There's also not much distance between a fab and a laser cutter/engraver. The two concepts go together rather well. It's not hard to imagine a convertible combination machine that does both jobs.

(A lot of kit-fabs are actually already made from laser-cut materials. The black edges and plain faces of laser-cut MDF are as distinctive, and as common, as the scribbles of extruded-plastic fabber output.)

If small-scale manufacturing becomes really widespread, the effect could be very dramatic indeed. It could be one of those great reducers of technical friction, like the development of standardised fasteners.

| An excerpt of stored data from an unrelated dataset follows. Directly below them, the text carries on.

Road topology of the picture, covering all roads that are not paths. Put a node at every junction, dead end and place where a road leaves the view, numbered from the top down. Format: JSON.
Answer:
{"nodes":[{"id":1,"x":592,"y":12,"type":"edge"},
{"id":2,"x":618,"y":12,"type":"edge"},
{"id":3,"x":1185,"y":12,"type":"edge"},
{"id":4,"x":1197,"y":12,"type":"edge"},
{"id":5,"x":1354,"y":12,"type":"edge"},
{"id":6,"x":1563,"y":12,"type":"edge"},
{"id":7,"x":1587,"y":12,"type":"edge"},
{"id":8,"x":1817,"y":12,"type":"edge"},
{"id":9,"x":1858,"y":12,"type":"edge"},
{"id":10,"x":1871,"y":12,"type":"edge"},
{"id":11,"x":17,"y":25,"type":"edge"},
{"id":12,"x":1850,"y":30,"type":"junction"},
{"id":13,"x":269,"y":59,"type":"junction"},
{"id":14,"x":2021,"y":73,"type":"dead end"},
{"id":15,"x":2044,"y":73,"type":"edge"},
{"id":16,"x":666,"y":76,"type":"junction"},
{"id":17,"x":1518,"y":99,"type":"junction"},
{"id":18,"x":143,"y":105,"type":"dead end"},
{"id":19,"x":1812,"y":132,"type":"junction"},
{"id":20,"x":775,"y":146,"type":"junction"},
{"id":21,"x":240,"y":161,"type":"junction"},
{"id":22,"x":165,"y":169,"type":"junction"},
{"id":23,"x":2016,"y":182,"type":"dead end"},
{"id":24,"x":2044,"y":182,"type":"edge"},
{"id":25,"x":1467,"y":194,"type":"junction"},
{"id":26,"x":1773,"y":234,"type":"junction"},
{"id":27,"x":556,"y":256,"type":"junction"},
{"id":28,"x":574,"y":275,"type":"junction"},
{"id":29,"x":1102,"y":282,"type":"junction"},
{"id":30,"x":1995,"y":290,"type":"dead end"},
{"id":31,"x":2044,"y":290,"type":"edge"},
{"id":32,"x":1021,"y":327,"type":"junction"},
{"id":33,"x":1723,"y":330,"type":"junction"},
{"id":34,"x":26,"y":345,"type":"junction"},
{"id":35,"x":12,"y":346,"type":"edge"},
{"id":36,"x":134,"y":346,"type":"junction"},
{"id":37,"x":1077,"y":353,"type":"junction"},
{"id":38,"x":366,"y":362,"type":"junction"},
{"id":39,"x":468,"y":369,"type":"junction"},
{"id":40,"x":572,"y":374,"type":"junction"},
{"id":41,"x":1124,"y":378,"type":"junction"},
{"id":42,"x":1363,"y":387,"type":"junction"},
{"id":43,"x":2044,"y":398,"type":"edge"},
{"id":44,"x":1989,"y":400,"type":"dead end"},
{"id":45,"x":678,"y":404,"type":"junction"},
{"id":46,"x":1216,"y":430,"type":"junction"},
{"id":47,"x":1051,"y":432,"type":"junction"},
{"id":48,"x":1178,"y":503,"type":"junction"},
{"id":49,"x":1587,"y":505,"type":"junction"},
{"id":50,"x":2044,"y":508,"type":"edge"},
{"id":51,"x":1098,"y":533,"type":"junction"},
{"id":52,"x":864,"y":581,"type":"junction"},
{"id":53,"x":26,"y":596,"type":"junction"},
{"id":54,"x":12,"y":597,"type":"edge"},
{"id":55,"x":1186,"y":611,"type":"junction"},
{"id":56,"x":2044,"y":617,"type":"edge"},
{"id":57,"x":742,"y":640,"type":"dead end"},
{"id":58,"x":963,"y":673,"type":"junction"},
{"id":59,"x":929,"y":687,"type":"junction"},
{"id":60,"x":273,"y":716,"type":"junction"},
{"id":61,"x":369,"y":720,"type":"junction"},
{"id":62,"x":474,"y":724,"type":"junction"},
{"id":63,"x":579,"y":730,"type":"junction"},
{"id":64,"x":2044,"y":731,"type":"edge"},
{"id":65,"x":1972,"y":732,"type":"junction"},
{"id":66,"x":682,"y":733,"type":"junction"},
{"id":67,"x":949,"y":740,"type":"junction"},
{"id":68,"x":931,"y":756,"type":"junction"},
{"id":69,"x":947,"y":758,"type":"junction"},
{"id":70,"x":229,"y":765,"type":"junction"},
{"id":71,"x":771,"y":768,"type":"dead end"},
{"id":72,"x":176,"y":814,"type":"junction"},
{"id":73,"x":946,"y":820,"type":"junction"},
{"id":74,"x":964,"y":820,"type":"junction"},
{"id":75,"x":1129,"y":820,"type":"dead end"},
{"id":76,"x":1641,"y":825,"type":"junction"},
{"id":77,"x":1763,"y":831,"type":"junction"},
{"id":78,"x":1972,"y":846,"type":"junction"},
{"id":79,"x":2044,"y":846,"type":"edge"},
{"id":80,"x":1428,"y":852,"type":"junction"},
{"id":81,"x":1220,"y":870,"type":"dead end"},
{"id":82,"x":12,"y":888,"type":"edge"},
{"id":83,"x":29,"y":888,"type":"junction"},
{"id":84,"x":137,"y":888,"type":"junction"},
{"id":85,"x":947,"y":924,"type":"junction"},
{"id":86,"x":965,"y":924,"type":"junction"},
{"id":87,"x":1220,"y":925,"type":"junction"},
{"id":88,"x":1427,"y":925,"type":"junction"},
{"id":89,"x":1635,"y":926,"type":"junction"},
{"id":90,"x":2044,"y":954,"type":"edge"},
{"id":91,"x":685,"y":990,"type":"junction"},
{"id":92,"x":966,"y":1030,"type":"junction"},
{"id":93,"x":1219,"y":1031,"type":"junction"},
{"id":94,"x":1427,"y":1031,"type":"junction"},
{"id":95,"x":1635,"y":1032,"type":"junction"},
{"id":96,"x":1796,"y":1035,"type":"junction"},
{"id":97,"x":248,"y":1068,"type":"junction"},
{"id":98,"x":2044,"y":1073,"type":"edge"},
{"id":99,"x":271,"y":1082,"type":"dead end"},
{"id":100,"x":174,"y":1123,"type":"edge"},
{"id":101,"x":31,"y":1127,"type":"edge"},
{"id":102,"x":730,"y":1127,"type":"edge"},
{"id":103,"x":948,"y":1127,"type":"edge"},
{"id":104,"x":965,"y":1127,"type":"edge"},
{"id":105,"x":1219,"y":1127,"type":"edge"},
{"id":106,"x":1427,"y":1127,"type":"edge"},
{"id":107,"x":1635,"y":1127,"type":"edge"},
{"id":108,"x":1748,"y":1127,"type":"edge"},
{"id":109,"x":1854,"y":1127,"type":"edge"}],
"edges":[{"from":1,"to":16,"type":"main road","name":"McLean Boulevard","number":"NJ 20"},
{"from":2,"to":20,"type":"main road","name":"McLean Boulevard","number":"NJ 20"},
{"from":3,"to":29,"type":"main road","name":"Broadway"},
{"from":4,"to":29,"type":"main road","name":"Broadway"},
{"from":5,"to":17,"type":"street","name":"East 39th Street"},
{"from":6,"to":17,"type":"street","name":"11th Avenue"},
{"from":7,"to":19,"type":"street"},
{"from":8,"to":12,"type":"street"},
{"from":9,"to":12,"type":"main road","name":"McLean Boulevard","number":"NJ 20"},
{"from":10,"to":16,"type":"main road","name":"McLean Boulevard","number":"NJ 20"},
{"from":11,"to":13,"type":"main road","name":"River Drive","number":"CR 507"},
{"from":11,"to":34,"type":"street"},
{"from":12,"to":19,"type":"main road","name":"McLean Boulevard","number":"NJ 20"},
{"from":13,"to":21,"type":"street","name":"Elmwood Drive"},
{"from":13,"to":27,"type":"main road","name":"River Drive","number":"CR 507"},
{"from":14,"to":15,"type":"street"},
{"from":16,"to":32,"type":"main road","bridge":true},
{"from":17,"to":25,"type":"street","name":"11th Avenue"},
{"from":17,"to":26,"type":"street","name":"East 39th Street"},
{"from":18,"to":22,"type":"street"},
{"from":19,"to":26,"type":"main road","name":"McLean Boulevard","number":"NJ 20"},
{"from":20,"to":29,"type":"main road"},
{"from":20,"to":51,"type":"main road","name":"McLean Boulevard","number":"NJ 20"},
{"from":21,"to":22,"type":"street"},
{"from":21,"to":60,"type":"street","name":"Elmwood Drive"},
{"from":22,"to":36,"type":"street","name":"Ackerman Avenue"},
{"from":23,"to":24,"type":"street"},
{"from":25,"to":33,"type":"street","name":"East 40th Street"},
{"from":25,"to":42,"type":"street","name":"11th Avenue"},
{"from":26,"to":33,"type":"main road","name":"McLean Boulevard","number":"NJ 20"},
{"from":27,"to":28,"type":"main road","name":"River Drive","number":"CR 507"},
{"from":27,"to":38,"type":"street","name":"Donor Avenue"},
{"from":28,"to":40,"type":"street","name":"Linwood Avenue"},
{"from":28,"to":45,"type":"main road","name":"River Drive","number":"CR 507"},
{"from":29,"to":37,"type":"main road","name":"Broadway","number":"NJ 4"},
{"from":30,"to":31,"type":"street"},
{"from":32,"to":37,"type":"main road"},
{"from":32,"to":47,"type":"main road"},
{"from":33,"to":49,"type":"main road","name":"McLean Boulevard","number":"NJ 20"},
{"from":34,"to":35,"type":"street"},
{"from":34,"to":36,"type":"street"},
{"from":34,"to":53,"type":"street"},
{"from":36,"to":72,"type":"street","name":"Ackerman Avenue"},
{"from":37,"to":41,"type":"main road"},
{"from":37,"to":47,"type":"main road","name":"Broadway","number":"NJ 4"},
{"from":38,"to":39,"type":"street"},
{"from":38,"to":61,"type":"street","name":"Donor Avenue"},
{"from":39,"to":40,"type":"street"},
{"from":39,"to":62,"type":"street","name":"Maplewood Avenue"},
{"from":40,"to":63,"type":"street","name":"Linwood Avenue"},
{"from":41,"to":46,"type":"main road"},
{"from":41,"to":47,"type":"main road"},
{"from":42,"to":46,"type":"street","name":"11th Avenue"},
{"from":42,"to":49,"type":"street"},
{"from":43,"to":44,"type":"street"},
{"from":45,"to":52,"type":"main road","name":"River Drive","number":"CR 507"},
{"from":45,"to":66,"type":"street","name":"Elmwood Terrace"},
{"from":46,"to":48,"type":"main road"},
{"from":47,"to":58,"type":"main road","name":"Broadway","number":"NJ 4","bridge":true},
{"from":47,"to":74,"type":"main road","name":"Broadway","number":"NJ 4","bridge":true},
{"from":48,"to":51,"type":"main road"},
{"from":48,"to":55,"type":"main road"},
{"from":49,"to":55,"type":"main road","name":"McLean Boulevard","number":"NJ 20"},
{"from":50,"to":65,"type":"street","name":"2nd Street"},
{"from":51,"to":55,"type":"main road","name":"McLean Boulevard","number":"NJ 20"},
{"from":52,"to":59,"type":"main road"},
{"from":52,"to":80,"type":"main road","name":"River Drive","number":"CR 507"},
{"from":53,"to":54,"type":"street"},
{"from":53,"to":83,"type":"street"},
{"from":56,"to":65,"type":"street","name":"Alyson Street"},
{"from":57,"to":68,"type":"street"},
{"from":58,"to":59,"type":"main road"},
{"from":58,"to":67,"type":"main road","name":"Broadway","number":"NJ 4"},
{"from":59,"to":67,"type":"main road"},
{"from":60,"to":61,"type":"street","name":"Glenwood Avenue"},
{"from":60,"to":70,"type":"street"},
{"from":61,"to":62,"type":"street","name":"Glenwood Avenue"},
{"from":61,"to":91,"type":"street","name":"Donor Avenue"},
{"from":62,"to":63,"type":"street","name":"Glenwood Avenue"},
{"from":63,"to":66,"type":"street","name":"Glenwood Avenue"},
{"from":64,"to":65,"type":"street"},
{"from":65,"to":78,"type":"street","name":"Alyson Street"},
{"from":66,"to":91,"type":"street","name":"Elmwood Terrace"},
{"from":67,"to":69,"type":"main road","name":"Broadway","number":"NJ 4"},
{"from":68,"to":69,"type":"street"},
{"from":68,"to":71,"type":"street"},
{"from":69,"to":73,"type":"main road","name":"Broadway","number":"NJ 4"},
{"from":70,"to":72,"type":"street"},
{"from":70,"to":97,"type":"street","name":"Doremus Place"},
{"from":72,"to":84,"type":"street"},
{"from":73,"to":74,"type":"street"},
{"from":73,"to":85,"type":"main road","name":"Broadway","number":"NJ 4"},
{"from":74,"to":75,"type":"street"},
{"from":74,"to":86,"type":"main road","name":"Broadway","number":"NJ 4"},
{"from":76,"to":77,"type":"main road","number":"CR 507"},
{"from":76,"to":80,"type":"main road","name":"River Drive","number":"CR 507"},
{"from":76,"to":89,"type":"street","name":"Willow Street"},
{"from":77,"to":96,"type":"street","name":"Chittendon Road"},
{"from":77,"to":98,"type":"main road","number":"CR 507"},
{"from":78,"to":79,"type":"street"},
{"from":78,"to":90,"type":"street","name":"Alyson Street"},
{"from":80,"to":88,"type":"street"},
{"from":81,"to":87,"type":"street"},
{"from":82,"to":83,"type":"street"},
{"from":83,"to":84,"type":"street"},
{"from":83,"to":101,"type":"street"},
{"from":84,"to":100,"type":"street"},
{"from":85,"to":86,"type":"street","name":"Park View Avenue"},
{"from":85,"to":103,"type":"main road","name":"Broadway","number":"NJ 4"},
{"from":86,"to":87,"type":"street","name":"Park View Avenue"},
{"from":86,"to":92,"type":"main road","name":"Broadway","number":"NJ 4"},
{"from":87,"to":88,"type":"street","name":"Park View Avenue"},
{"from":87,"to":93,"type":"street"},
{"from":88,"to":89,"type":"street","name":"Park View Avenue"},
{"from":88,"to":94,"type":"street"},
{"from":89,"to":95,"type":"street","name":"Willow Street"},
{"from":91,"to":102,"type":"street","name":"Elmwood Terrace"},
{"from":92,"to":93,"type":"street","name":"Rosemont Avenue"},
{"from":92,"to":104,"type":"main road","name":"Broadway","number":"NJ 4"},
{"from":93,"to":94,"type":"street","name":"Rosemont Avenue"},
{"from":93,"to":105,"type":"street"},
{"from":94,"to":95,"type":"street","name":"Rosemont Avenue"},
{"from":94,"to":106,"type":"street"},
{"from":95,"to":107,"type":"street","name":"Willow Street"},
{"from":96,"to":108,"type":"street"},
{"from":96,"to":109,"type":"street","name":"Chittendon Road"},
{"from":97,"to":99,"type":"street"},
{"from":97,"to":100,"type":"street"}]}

I'm also, however, waiting for some great moral panic about fabbing to kick off. I don't think most fab-enthusiasts have much interest in making slingshots, crossbows and smoothbore automatic air-guns (not to mention their own unmanned aerial vehicles with which to deliver the poison gas they made with instructions from hackers on steroids and chemicals from mysterious sources), but you can bet some fab-enthusiasts are going to do it.

It probably won't be long before home fabs are able to make most of the parts for a gun. Blokes in Afghanistan have for many years been making arbitrary firearms from scratch with little more than hand tools. So fabbed zip guns can't be very far away, and Stories No Parent Should Miss on the subject may be rather closer.

(For this reason, it's possible that capable fabs and/or their feedstock materials will be legally restricted in some countries. John Scalzi's "The Android's Dream" was somewhat ahead of the curve on this subject.)

I don't really know where home fabbing's going, though. I suspect that while we're all distracted by people making Nerf guns and Stormtrooper armour, someone's going to startle us all with something like a $20 home-built DNA computer.

People are starting to make their own printers, too. This seems a bit silly, until you realise that "printing" can involve a lot more than just ink on paper. Printed circuits are a possibility, of course, but also e-paper, solar cells, cake icing, skin grafts, whole human organs...

Or maybe someone'll come up with a price breakthrough in 3D microfabrication. Commercial focused-laser microfabs can make mechanical parts below micron scale (for comparison, the micromirrors in a DLP projector are more than ten microns across). Soon, hobbyists could be making autonomous robots the size of sugar cubes.

One of the big reasons why it's hard to invent new things is that the inventor often finds themselves having to make new tools to make the device, or even having to make tools to make the tools, et cetera. And once an inventor finally gets past these hurdles, they're usually not particularly inclined to now go into the tool-making business to help other people over these hurdles.

Today, the Web lets people share how-to information with the world. In the future, widespread access to fabbers will extend this collaborative data-sharing into collaborative object-sharing, which should massively streamline the production of many kinds of esoteric equipment. The production and operation of fabbers themselves is, of course, a tools-to-make-the-tools situation, but every day more tips and tricks circulate in the fabbing community.

Whatever happens, one thing's for sure:

If you sell collectible action figures for a living, you should be nervous.